=== Stored data entries ===
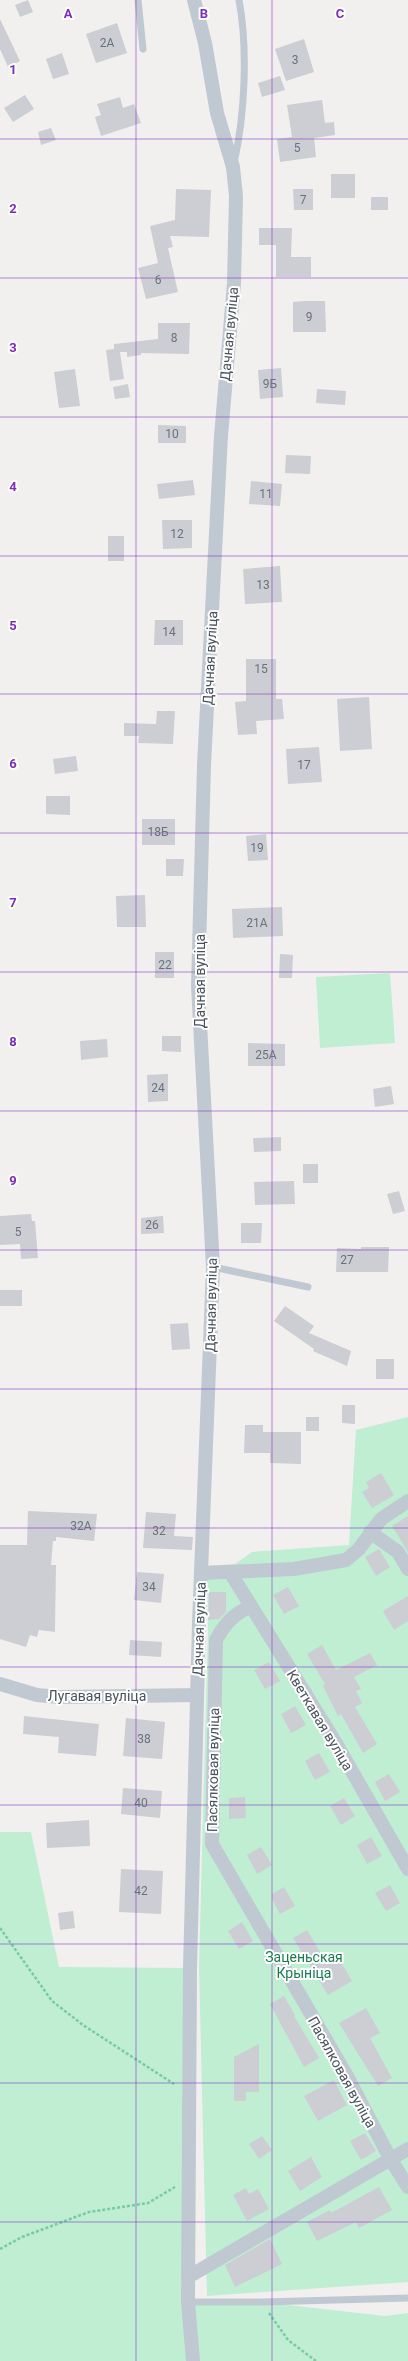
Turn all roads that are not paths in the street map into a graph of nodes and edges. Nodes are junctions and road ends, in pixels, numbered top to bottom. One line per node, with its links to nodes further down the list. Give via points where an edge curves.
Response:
1 (138, 0): 4 (lane)
2 (194, 0): 5 (street, Дачная вуліца, via 205,43 217,113)
3 (239, 0): 5 (lane, via 243,19 244,64 239,142)
4 (143, 50)
5 (234, 167): 6 (street, Дачная вуліца, via 234,283 221,436 204,765 198,986)
6 (214, 1267): 7 (lane); 12 (street, Дачная вуліца)
7 (308, 1287)
8 (408, 1501): 9 (street, via 381,1519)
9 (370, 1532): 10 (street, via 398,1552); 11 (street, via 359,1549 346,1560 294,1569)
10 (408, 1569)
11 (230, 1572): 12 (street); 13 (street, Кветкавая вуліца)
12 (201, 1573): 15 (street, Дачная вуліца)
13 (251, 1606): 16 (street, Кветкавая вуліца, via 334,1740); 18 (street, Пасялковая вуліца, via 237,1613 223,1627 216,1645 212,1844 347,2076)
14 (0, 1684): 15 (street, Лугавая вуліца, via 37,1695 59,1697)
15 (197, 1695): 20 (street, Дачная вуліца, via 190,1968)
16 (408, 1869)
17 (408, 2149): 18 (street)
18 (391, 2160): 19 (street, Пасялковая вуліца); 20 (street)
19 (408, 2187)
20 (188, 2277): 22 (street, Дачная вуліца)
21 (408, 2298): 22 (lane)
22 (188, 2302): 23 (street, Дачная вуліца)
23 (193, 2361)

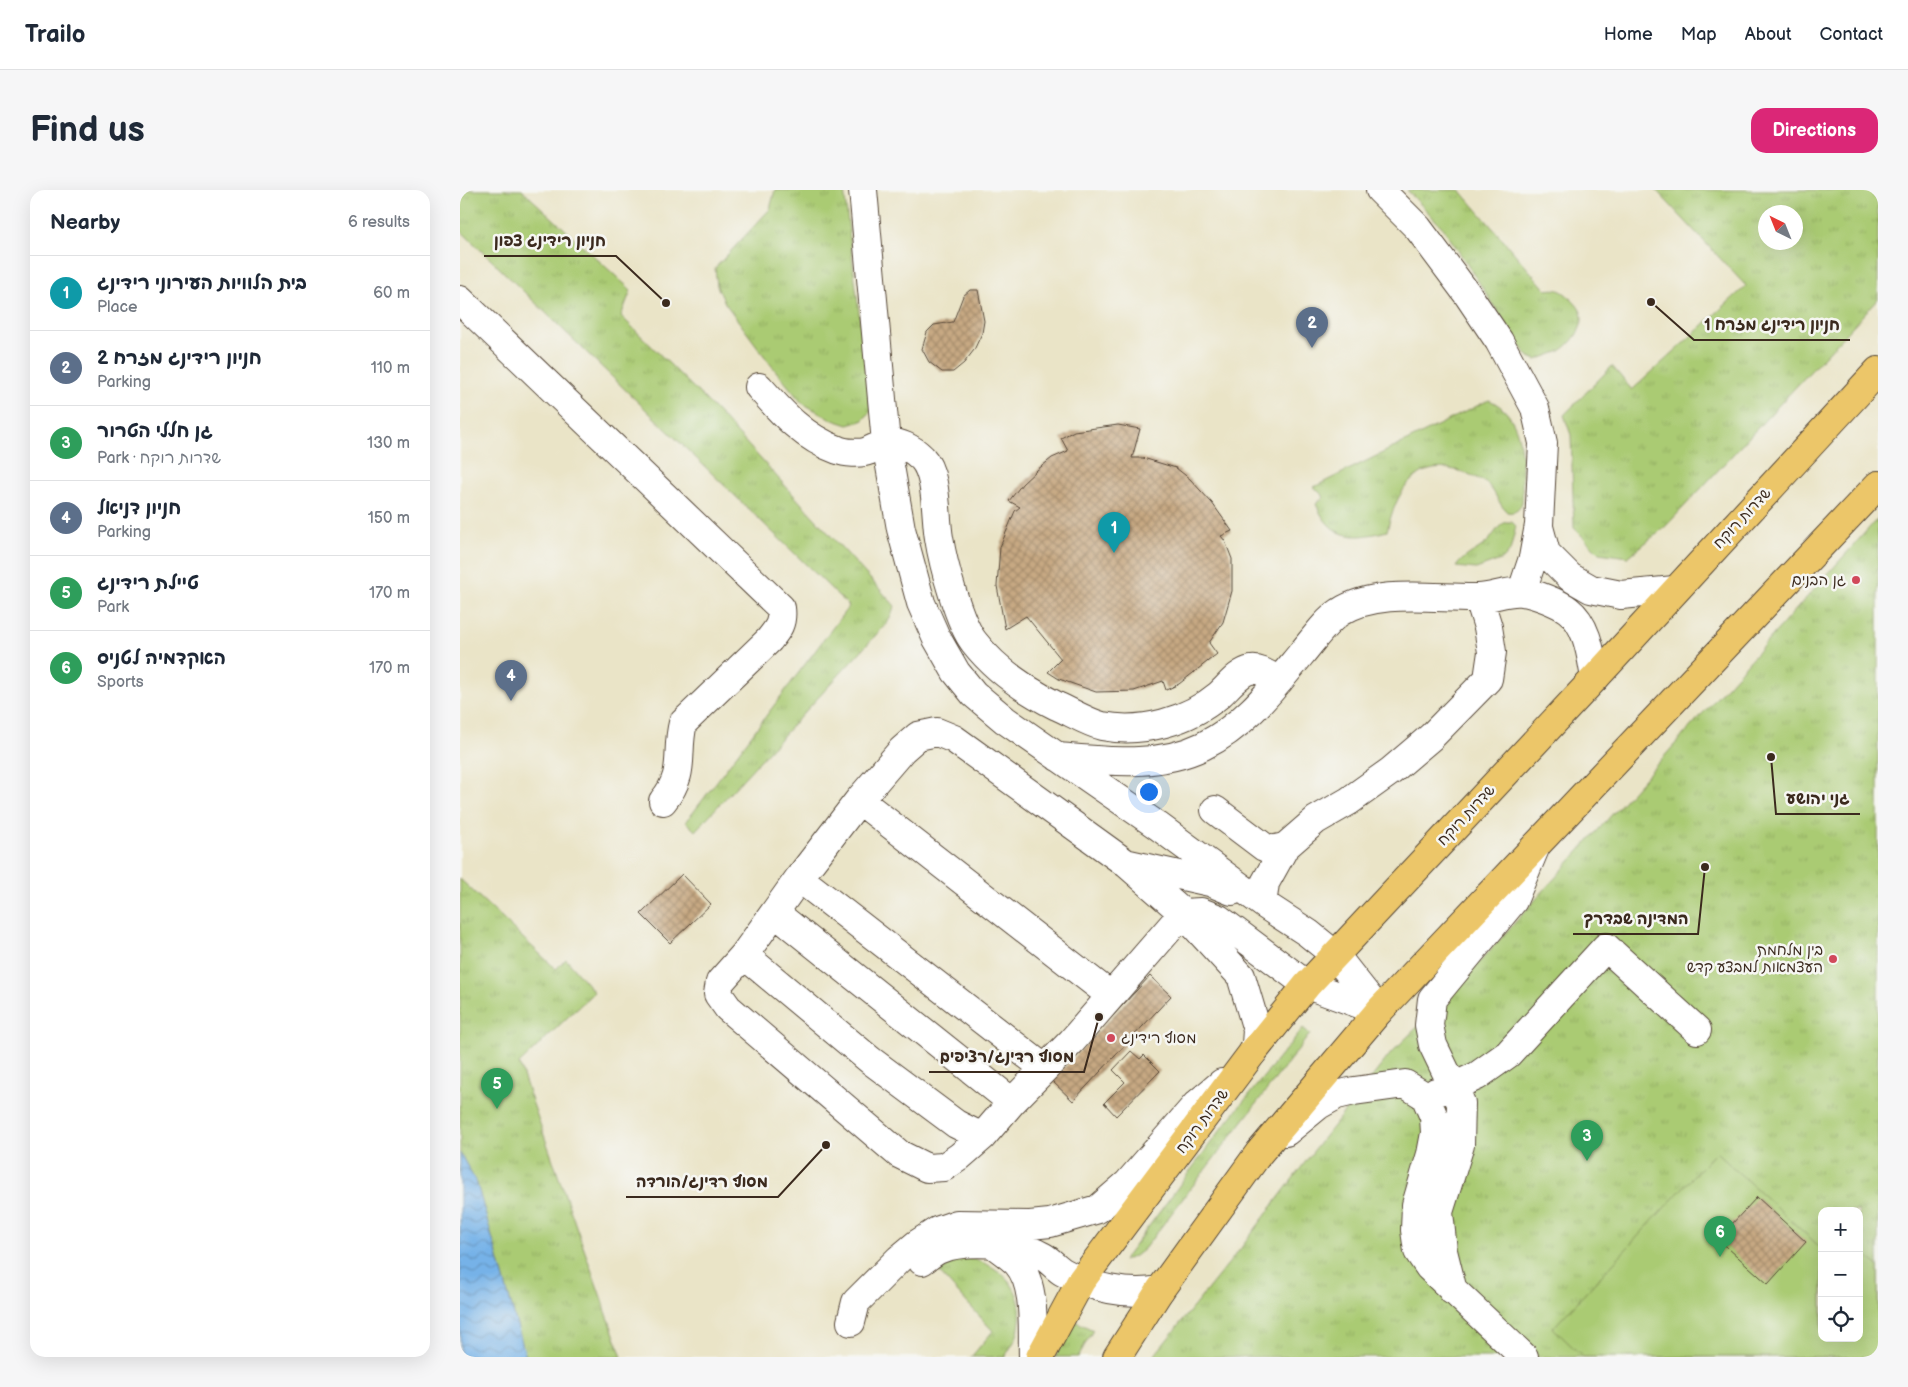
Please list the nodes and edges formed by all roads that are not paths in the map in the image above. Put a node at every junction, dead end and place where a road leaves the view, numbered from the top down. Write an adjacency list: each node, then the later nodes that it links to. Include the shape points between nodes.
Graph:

=== Activity ===
Copying begins at the line that holds "Please list the" and ends at the last line of the data above, with both included and each line kept exactly.

=== Answer to this task ===
Please list the nodes and edges formed by all roads that are not paths in the map in the image above. Put a node at every junction, dead end and place where a road leaves the view, numbered from the top down. Write an adjacency list: each node, then the later nodes that it links to. Include the shape points between nodes.
Graph:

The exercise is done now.